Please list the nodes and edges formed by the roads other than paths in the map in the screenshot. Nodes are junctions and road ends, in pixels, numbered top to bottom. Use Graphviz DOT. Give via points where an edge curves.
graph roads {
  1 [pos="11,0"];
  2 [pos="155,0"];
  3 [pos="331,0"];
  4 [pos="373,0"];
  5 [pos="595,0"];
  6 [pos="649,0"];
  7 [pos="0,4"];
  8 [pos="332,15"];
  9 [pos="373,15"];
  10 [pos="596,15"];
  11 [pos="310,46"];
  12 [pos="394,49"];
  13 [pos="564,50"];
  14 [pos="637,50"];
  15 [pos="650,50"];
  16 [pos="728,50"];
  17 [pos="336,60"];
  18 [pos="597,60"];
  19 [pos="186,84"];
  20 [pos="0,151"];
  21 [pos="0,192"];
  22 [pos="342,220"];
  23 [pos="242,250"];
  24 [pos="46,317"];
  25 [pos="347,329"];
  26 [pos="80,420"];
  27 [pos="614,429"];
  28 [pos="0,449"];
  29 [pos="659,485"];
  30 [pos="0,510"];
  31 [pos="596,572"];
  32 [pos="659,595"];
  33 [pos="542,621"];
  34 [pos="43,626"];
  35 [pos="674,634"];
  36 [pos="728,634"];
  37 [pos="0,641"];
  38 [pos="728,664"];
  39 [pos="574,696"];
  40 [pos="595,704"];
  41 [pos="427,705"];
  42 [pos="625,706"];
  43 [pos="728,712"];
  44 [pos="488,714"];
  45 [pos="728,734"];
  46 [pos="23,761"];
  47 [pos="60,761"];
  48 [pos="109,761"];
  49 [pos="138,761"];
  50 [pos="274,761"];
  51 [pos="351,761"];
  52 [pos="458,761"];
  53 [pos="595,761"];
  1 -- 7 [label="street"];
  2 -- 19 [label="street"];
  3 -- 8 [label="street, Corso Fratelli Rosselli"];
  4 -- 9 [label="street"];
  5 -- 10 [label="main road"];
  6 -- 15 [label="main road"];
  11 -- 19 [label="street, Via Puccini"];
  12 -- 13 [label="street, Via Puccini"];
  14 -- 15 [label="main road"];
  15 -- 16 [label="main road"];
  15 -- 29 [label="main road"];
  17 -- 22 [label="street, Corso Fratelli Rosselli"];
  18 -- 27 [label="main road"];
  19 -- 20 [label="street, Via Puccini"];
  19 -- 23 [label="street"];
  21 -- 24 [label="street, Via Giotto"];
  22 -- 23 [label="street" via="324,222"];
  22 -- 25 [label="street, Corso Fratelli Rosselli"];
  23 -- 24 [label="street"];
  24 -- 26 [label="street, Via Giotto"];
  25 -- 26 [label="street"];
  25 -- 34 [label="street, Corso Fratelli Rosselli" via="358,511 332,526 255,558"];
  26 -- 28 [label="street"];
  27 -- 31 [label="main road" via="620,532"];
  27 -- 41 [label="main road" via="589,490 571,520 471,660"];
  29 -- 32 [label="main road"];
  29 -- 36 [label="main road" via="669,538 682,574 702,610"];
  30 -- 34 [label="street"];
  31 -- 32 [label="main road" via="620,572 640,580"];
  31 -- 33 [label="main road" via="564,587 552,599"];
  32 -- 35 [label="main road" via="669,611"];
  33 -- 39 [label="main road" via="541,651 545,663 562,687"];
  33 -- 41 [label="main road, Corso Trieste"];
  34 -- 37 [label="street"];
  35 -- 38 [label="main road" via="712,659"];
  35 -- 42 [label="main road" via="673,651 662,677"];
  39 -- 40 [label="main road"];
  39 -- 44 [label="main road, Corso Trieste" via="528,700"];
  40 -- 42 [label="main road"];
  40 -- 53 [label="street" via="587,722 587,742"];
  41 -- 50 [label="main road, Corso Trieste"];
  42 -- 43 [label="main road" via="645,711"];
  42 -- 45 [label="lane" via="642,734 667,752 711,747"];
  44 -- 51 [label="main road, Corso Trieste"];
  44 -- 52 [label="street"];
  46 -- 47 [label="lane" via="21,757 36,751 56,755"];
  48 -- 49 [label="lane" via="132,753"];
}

→ Activity
Copy out each line in the listing that has the word "Rosselli".

→ Answer space
  3 -- 8 [label="street, Corso Fratelli Rosselli"];
  17 -- 22 [label="street, Corso Fratelli Rosselli"];
  22 -- 25 [label="street, Corso Fratelli Rosselli"];
  25 -- 34 [label="street, Corso Fratelli Rosselli" via="358,511 332,526 255,558"];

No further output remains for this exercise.